Le chantier, auquel s’ajoute une situation sécuritaire délicate, est donc immense. Or, s’il veut pouvoir avancer au rythme nécessaire, Tshisekedi devra garder la maîtrise de cette majorité volatile, dont on a déjà vu la capacité à ralentir la cadence lorsque les mécontentements se font sentir. Satisfaire les intérêts d’une coalition hétéroclite comme celle-là ne sera pas chose aisée. « Tout le monde ne rentrera pas tout le temps dans les rangs. Il ne faut pas s’y tromper : oui, Tshisekedi a une majorité ; non elle ne lui est pas totalement acquise », résume un député de l’Union sacrée.

Félix Tshisekedi peut-il faire entièrement confiance à ses nouveaux alliés ? Si dans l’entourage du président congolais personne ne fait réellement mystère sur les ambitions du chef de l’État pour 2023, l’idée selon laquelle les partis engagés dans la nouvelle coalition seraient automatiquement des soutiens de Tshisekedi en 2023 paraît compromise. « Il aurait espéré avoir un soutien plein et entier des grands leaders de l’Union sacrée et des garanties pour 2023. Mais il ne les a pas obtenues », explique un député de la majorité. « Nous ne sommes pas naïfs, nous savons qu’adhérer à l’Union sacrée ne constitue pas un chèque en blanc pour 2023 », rétorque un proche du chef de l’État.

Parmi les poids lourds de la majorité, certains, comme le président du Sénat, Modeste Bahati Lukwebo, se rangent d’ores et déjà derrière le chef de l’État pour 2023. D’autres sont bien plus flous sur leurs intentions. Moïse Katumbi, dont le récent parti communique régulièrement sur la campagne d’adhésion de nouveaux militants, fait à ce titre office d’outsider potentiel et surveille de près les futures réformes électorales. Autre poids lourd de la coalition, plus mystérieux sur ses ambitions, Jean-Pierre Bemba est pour sa part toujours suspendu à l’interprétation de sa condamnation pour subornation de témoins. En 2018, la Cour constitutionnelle l’avait disqualifié à cause de celle-ci. Qu’en sera-t-il cette fois ?
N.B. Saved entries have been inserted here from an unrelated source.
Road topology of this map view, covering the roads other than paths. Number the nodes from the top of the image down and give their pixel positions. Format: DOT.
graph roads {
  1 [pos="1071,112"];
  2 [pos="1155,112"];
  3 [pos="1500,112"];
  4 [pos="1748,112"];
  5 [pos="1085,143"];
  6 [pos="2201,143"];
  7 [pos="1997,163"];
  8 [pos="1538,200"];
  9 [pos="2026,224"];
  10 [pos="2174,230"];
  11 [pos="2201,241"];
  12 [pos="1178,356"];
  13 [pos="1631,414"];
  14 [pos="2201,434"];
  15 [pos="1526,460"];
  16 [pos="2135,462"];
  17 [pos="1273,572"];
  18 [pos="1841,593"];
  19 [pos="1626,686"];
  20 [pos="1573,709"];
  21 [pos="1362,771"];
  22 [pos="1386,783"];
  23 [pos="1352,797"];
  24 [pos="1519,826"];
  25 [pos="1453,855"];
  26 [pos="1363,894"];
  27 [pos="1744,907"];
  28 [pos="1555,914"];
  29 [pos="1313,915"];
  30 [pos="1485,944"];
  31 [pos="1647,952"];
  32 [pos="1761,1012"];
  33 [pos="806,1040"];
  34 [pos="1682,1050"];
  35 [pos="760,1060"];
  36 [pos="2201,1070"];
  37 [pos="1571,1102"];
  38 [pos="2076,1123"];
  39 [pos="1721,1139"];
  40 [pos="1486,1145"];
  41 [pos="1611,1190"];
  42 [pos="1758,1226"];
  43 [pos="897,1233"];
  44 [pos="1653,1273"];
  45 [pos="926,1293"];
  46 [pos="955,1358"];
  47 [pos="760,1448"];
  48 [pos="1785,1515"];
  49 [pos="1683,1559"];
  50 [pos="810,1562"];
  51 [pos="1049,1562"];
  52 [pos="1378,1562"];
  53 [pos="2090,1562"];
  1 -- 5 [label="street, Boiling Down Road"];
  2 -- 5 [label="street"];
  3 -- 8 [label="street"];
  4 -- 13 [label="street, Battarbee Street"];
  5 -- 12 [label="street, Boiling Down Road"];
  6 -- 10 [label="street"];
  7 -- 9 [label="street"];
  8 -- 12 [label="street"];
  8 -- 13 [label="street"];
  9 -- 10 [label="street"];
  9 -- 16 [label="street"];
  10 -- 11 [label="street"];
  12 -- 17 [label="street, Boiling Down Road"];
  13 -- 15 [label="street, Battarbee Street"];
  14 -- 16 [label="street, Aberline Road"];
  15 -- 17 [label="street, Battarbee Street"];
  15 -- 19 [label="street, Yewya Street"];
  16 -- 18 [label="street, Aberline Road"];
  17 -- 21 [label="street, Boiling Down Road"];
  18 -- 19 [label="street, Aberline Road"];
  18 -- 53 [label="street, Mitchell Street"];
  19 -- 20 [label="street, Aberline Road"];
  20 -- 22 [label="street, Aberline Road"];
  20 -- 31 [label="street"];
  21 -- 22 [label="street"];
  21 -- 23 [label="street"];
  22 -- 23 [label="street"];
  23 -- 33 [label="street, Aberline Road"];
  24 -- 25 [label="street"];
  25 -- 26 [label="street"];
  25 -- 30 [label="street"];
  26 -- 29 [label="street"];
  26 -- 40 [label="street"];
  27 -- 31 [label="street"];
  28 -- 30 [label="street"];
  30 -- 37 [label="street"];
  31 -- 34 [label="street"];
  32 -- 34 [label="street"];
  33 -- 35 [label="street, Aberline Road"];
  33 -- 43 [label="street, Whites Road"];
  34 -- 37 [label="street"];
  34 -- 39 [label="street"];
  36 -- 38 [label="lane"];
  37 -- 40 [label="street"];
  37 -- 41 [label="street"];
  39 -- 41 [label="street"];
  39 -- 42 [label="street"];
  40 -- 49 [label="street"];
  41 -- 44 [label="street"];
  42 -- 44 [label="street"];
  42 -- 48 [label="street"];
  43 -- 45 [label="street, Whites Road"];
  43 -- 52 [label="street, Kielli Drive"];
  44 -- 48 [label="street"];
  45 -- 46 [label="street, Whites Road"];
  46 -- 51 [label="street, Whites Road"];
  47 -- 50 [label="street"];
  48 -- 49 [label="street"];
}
Dans la course contre la montre qui le sépare des prochaines échéances électorales, le président Tshisekedi aura en tout cas besoin de trouver un savant dosage pour avancer ses pions tout en ménageant ses nouveaux alliés. Preuve qu’il n’a pas l’intention de perdre du temps, il a profité d’une escale à Lubumbashi, le 13 mai, pour évoquer pour la première fois son intention de briguer un second mandat. À deux ans de la fin du quinquennat, la campagne a déjà commencé.